Monday, March 16, 2009

Get to Work


A friend and colleague gave me a book she said “I had to read!” The book is titled It’s Called Work for a Reason. If I didn’t know my colleague so well I would think she was trying to send me a message (so RG are you?). After reading more about the author, she may be trying to tell me something. You see, the author, Larry Winget and I have a lot in common, most notably we tend to, “let our mouths overload our butts,” as my high school football coach called it. In this book Winget tells it like it is. Not only do Winget and I both shave our heads, we obviously don’t mind sticking our costly boots in our mouth!

I’ve just started reading this book and I can’t put it down. Winget’s fluff cutting antics inspire me. Right off the bat he strikes a cord with me when he fires, “The bottom-line answer to every problem in business is this: People aren’t working!!” Preach on brother.

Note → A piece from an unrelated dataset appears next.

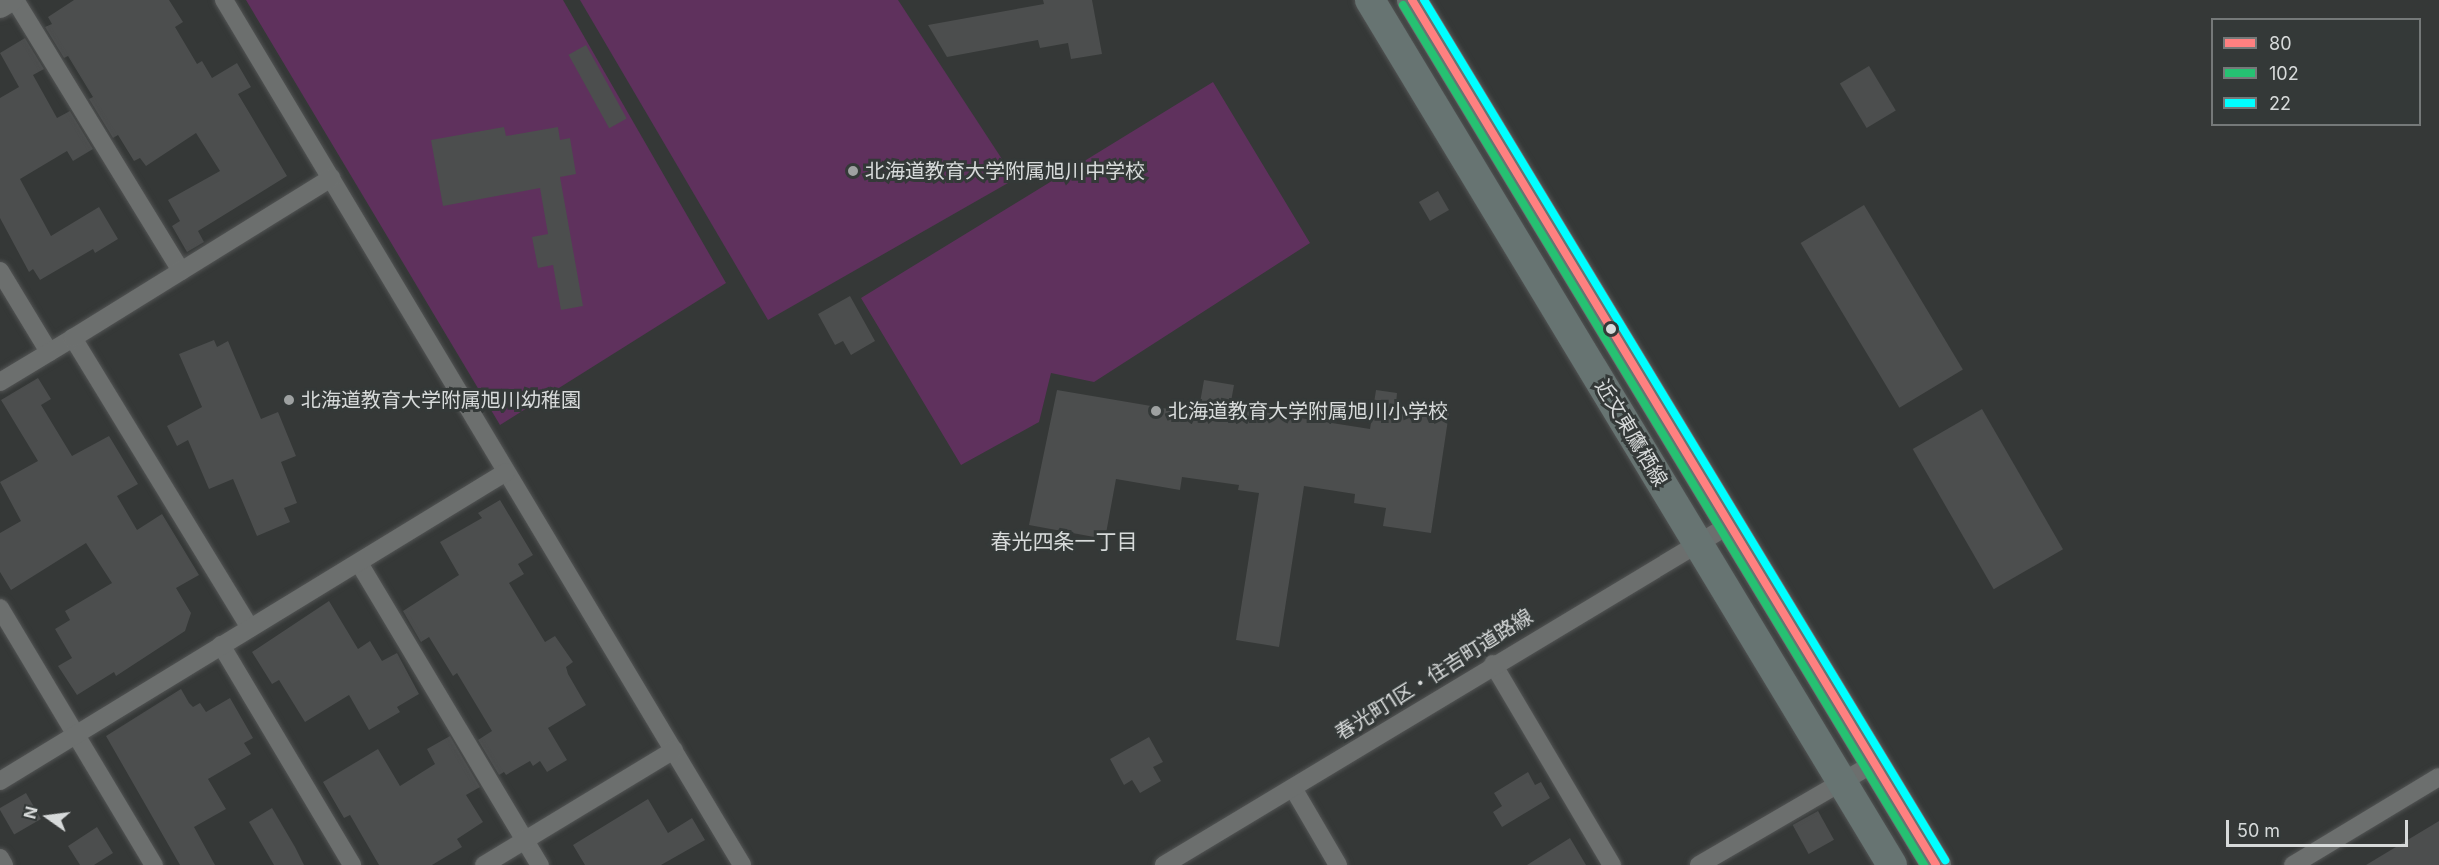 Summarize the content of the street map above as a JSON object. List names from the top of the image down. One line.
{"streets":{"main road":["近文東鷹栖線"],"street":["春光町1区・住吉町道路線"]},"crossings":[["近文東鷹栖線","春光町1区・住吉町道路線"]],"districts":["春光四条一丁目"],"places":["北海道教育大学附属旭川中学校","北海道教育大学附属旭川幼稚園","北海道教育大学附属旭川小学校"],"lines":["transit line 80","transit line 22","transit line 102"],"legend":["80","102","22"],"scale_bar":"50 m","north":"left"}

I’m a worker. I’ve always been a worker. My father instilled this mentality in me. I don’t know very many people that work any harder than my father and his brothers. They grew-up in a day and age on a small West Texas farm when you worked to make a living. You milked the cows before school and you drove the tractor until dark (while getting an education in-between). I know my life was far from difficult like theirs, but one thing my dad did expect was hard work. From nine to five he worked at a bank. So we primarily worked on the farm and ranch on the weekends and any time the bank was closed (Labor Day had an entirely different meaning in my family). In the summer we either got a job or we worked on the farm. Vacations pretty much amounted to a long weekend trip to Dallas to watch the Ranger’s play and a day at Six Flags.

I guess this is why Winget’s book really hits home with me. I love to read and I’ve read multiple leadership books, all of which have been somewhat helpful but they also contain hundreds of ideas (or fads) on how to be successful. It’s kind of like the diet craze. Each time a new book comes out containing a fad diet, millions buy it. Everyone is looking for the quick fix whether it relates to work or health. The last thing we want to hear is that we have to work for success.

The nice thing about hard work is that you don’t have to be the smartest man on the block, you don’t have to be the most educated, and you don’t have to be the most experienced. You can cover miles and miles of “resume red flags” with good old solid nine to five labor. Just don’t get discouraged by the occasional floater that rises to the top via other means. After all, even turds float! (look for my book on this leadership phenomenon in the future).

I can’t wait to read more of this book. I hope you don’t mind me sharing with you some of Winget’s rantings, and a few of mine. If nothing else I’m sure you’ve grown to expect it from me! Sorry again for the lapse in blogs. Hope to at least have one a week in the future. Work before blog, right?!! Aspire to new heights.